● Work required: Output, exactly and in full, the entries that appear below.

(Saved entries)
>>>>
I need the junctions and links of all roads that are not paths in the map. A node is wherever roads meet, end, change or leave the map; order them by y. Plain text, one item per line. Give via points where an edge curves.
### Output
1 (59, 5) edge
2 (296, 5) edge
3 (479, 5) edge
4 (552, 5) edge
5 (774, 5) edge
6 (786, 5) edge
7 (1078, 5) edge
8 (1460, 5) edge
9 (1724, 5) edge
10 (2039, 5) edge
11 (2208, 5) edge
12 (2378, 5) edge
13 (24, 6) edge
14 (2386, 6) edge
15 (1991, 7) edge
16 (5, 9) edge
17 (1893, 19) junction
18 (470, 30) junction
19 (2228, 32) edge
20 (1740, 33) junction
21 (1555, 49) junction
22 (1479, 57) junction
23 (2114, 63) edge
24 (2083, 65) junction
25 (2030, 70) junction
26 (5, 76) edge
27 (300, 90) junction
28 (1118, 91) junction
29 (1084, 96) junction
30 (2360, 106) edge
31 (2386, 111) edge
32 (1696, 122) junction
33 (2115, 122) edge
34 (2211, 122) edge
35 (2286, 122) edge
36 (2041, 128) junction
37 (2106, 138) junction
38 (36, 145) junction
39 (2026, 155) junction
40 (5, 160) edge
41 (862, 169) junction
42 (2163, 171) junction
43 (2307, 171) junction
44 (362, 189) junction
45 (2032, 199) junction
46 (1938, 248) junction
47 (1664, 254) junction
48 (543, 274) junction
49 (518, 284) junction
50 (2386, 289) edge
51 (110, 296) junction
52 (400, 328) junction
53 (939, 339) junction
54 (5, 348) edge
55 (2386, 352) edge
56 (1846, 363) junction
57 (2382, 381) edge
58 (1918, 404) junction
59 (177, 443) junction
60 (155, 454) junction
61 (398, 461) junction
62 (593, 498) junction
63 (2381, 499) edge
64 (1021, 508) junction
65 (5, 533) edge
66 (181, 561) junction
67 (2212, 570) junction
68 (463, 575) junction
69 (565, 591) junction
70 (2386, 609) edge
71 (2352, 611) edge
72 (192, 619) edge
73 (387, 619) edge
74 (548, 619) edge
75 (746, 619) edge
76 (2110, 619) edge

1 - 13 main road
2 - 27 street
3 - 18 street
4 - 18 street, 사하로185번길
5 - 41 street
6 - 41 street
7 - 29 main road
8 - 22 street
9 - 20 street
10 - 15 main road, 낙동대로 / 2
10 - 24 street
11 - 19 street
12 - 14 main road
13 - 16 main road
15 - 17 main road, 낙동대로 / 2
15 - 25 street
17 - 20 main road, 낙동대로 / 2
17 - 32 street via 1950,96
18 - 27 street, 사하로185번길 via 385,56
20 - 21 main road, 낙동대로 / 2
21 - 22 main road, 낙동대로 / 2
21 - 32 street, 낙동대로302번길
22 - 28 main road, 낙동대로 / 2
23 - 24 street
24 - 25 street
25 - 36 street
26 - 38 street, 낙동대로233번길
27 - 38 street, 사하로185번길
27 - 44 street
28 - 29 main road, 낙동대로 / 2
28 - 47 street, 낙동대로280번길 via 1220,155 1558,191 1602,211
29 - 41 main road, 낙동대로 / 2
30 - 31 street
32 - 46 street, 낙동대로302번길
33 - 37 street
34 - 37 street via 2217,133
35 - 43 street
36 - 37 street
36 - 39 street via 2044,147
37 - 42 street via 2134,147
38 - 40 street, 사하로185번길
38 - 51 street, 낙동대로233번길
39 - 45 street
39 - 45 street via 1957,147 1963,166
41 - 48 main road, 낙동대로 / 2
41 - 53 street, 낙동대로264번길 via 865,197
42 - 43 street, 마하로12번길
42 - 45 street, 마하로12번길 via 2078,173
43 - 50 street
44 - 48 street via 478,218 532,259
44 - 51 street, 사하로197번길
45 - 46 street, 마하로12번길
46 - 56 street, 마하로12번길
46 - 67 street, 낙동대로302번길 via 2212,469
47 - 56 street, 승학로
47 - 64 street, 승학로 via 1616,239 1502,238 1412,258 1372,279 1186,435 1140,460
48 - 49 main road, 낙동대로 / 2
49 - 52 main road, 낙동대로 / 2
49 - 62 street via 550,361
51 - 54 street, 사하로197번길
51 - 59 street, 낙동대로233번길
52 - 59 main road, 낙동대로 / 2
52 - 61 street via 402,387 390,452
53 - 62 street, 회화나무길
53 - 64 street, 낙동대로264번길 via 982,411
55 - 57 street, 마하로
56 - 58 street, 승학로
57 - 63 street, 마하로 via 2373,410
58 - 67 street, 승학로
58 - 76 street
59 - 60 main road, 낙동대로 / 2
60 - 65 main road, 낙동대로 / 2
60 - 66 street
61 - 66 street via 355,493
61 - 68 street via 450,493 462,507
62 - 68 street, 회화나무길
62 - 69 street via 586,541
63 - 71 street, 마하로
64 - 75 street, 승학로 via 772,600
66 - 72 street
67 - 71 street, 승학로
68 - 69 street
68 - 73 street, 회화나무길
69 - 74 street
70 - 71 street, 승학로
<<<<
● Exercise solution:
I need the junctions and links of all roads that are not paths in the map. A node is wherever roads meet, end, change or leave the map; order them by y. Plain text, one item per line. Give via points where an edge curves.
### Output
1 (59, 5) edge
2 (296, 5) edge
3 (479, 5) edge
4 (552, 5) edge
5 (774, 5) edge
6 (786, 5) edge
7 (1078, 5) edge
8 (1460, 5) edge
9 (1724, 5) edge
10 (2039, 5) edge
11 (2208, 5) edge
12 (2378, 5) edge
13 (24, 6) edge
14 (2386, 6) edge
15 (1991, 7) edge
16 (5, 9) edge
17 (1893, 19) junction
18 (470, 30) junction
19 (2228, 32) edge
20 (1740, 33) junction
21 (1555, 49) junction
22 (1479, 57) junction
23 (2114, 63) edge
24 (2083, 65) junction
25 (2030, 70) junction
26 (5, 76) edge
27 (300, 90) junction
28 (1118, 91) junction
29 (1084, 96) junction
30 (2360, 106) edge
31 (2386, 111) edge
32 (1696, 122) junction
33 (2115, 122) edge
34 (2211, 122) edge
35 (2286, 122) edge
36 (2041, 128) junction
37 (2106, 138) junction
38 (36, 145) junction
39 (2026, 155) junction
40 (5, 160) edge
41 (862, 169) junction
42 (2163, 171) junction
43 (2307, 171) junction
44 (362, 189) junction
45 (2032, 199) junction
46 (1938, 248) junction
47 (1664, 254) junction
48 (543, 274) junction
49 (518, 284) junction
50 (2386, 289) edge
51 (110, 296) junction
52 (400, 328) junction
53 (939, 339) junction
54 (5, 348) edge
55 (2386, 352) edge
56 (1846, 363) junction
57 (2382, 381) edge
58 (1918, 404) junction
59 (177, 443) junction
60 (155, 454) junction
61 (398, 461) junction
62 (593, 498) junction
63 (2381, 499) edge
64 (1021, 508) junction
65 (5, 533) edge
66 (181, 561) junction
67 (2212, 570) junction
68 (463, 575) junction
69 (565, 591) junction
70 (2386, 609) edge
71 (2352, 611) edge
72 (192, 619) edge
73 (387, 619) edge
74 (548, 619) edge
75 (746, 619) edge
76 (2110, 619) edge

1 - 13 main road
2 - 27 street
3 - 18 street
4 - 18 street, 사하로185번길
5 - 41 street
6 - 41 street
7 - 29 main road
8 - 22 street
9 - 20 street
10 - 15 main road, 낙동대로 / 2
10 - 24 street
11 - 19 street
12 - 14 main road
13 - 16 main road
15 - 17 main road, 낙동대로 / 2
15 - 25 street
17 - 20 main road, 낙동대로 / 2
17 - 32 street via 1950,96
18 - 27 street, 사하로185번길 via 385,56
20 - 21 main road, 낙동대로 / 2
21 - 22 main road, 낙동대로 / 2
21 - 32 street, 낙동대로302번길
22 - 28 main road, 낙동대로 / 2
23 - 24 street
24 - 25 street
25 - 36 street
26 - 38 street, 낙동대로233번길
27 - 38 street, 사하로185번길
27 - 44 street
28 - 29 main road, 낙동대로 / 2
28 - 47 street, 낙동대로280번길 via 1220,155 1558,191 1602,211
29 - 41 main road, 낙동대로 / 2
30 - 31 street
32 - 46 street, 낙동대로302번길
33 - 37 street
34 - 37 street via 2217,133
35 - 43 street
36 - 37 street
36 - 39 street via 2044,147
37 - 42 street via 2134,147
38 - 40 street, 사하로185번길
38 - 51 street, 낙동대로233번길
39 - 45 street
39 - 45 street via 1957,147 1963,166
41 - 48 main road, 낙동대로 / 2
41 - 53 street, 낙동대로264번길 via 865,197
42 - 43 street, 마하로12번길
42 - 45 street, 마하로12번길 via 2078,173
43 - 50 street
44 - 48 street via 478,218 532,259
44 - 51 street, 사하로197번길
45 - 46 street, 마하로12번길
46 - 56 street, 마하로12번길
46 - 67 street, 낙동대로302번길 via 2212,469
47 - 56 street, 승학로
47 - 64 street, 승학로 via 1616,239 1502,238 1412,258 1372,279 1186,435 1140,460
48 - 49 main road, 낙동대로 / 2
49 - 52 main road, 낙동대로 / 2
49 - 62 street via 550,361
51 - 54 street, 사하로197번길
51 - 59 street, 낙동대로233번길
52 - 59 main road, 낙동대로 / 2
52 - 61 street via 402,387 390,452
53 - 62 street, 회화나무길
53 - 64 street, 낙동대로264번길 via 982,411
55 - 57 street, 마하로
56 - 58 street, 승학로
57 - 63 street, 마하로 via 2373,410
58 - 67 street, 승학로
58 - 76 street
59 - 60 main road, 낙동대로 / 2
60 - 65 main road, 낙동대로 / 2
60 - 66 street
61 - 66 street via 355,493
61 - 68 street via 450,493 462,507
62 - 68 street, 회화나무길
62 - 69 street via 586,541
63 - 71 street, 마하로
64 - 75 street, 승학로 via 772,600
66 - 72 street
67 - 71 street, 승학로
68 - 69 street
68 - 73 street, 회화나무길
69 - 74 street
70 - 71 street, 승학로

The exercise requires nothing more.